**Requirement**
In your copy, include every record exactly and no pictures.

-----

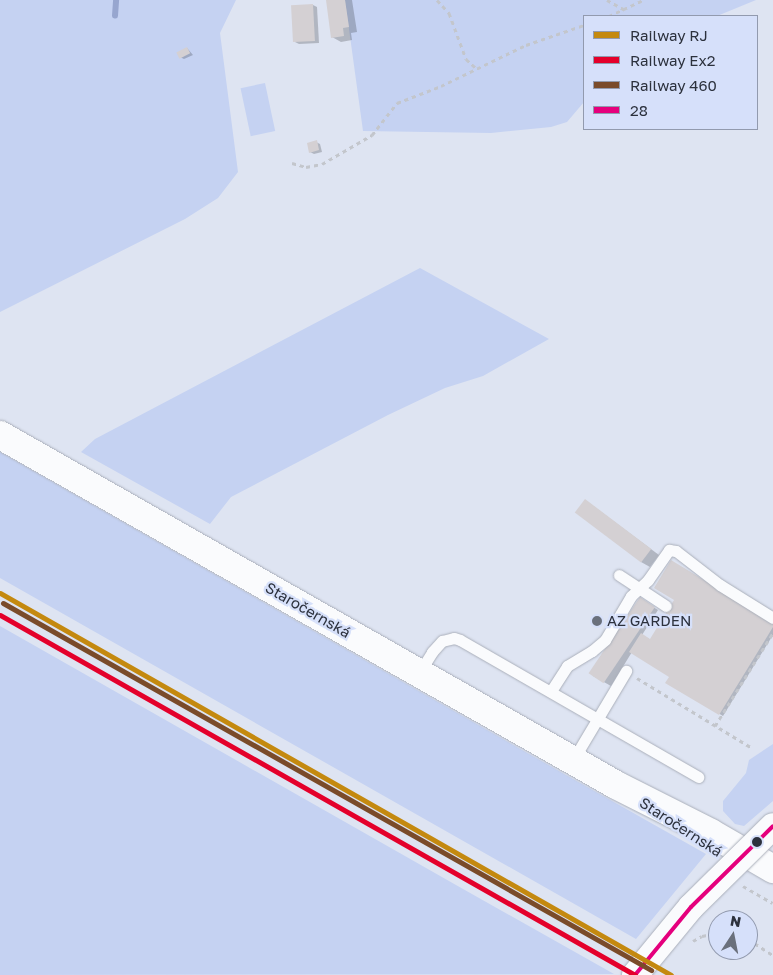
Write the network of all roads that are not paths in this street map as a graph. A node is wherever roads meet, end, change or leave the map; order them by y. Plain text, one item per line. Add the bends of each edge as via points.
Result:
1 (0, 435) edge
2 (619, 575) dead end
3 (639, 589) junction
4 (666, 606) dead end
5 (773, 618) edge
6 (626, 671) road end
7 (419, 673) junction
8 (551, 691) junction
9 (598, 718) junction
10 (573, 760) junction
11 (698, 777) dead end
12 (616, 785) junction
13 (773, 826) edge
14 (773, 869) edge
15 (773, 885) edge
16 (635, 975) edge

1 - 7 main road, Staročernská
2 - 3 lane
3 - 4 lane
3 - 5 lane via 671,550
3 - 8 lane via 631,596 605,640 567,666
6 - 9 lane
7 - 8 lane via 437,646 454,638
7 - 10 main road, Staročernská
8 - 9 lane
9 - 10 lane
9 - 11 lane
10 - 12 main road, Staročernská
12 - 14 main road, Staročernská
12 - 15 main road, Staročernská
13 - 16 street, bridge via 691,907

-----

**Response to the task**
Write the network of all roads that are not paths in this street map as a graph. A node is wherever roads meet, end, change or leave the map; order them by y. Plain text, one item per line. Add the bends of each edge as via points.
Result:
1 (0, 435) edge
2 (619, 575) dead end
3 (639, 589) junction
4 (666, 606) dead end
5 (773, 618) edge
6 (626, 671) road end
7 (419, 673) junction
8 (551, 691) junction
9 (598, 718) junction
10 (573, 760) junction
11 (698, 777) dead end
12 (616, 785) junction
13 (773, 826) edge
14 (773, 869) edge
15 (773, 885) edge
16 (635, 975) edge

1 - 7 main road, Staročernská
2 - 3 lane
3 - 4 lane
3 - 5 lane via 671,550
3 - 8 lane via 631,596 605,640 567,666
6 - 9 lane
7 - 8 lane via 437,646 454,638
7 - 10 main road, Staročernská
8 - 9 lane
9 - 10 lane
9 - 11 lane
10 - 12 main road, Staročernská
12 - 14 main road, Staročernská
12 - 15 main road, Staročernská
13 - 16 street, bridge via 691,907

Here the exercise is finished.